Dataset records
BEGIN

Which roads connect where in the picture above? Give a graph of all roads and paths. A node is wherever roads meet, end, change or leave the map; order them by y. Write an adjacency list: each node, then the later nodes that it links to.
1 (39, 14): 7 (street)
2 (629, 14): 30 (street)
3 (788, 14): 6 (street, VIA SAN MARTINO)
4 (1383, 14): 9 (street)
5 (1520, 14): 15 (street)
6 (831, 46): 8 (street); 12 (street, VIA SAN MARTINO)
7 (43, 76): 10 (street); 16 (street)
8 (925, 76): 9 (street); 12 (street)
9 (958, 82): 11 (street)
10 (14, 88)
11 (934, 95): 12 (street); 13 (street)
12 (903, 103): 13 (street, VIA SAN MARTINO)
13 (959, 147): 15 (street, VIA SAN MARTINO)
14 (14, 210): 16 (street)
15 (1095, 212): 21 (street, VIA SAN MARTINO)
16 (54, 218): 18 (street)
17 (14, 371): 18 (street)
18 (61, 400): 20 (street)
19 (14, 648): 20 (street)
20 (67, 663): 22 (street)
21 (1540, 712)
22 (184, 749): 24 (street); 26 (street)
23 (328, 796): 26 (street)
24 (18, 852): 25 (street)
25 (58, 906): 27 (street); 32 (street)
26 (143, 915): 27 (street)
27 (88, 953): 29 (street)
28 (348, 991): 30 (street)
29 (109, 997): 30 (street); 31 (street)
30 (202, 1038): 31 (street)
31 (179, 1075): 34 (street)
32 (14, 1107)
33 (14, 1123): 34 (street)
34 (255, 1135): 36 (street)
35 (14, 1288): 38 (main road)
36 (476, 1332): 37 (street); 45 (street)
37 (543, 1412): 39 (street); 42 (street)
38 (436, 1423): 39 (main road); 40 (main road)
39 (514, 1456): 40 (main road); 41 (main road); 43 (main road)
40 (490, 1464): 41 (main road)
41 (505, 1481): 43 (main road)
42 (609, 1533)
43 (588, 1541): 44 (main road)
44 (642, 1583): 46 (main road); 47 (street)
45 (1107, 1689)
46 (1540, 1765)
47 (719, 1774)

END

Description of the task
If a line in the records above has the word "MARTINO", copy it.

Result of the exercise
3 (788, 14): 6 (street, VIA SAN MARTINO)
6 (831, 46): 8 (street); 12 (street, VIA SAN MARTINO)
12 (903, 103): 13 (street, VIA SAN MARTINO)
13 (959, 147): 15 (street, VIA SAN MARTINO)
15 (1095, 212): 21 (street, VIA SAN MARTINO)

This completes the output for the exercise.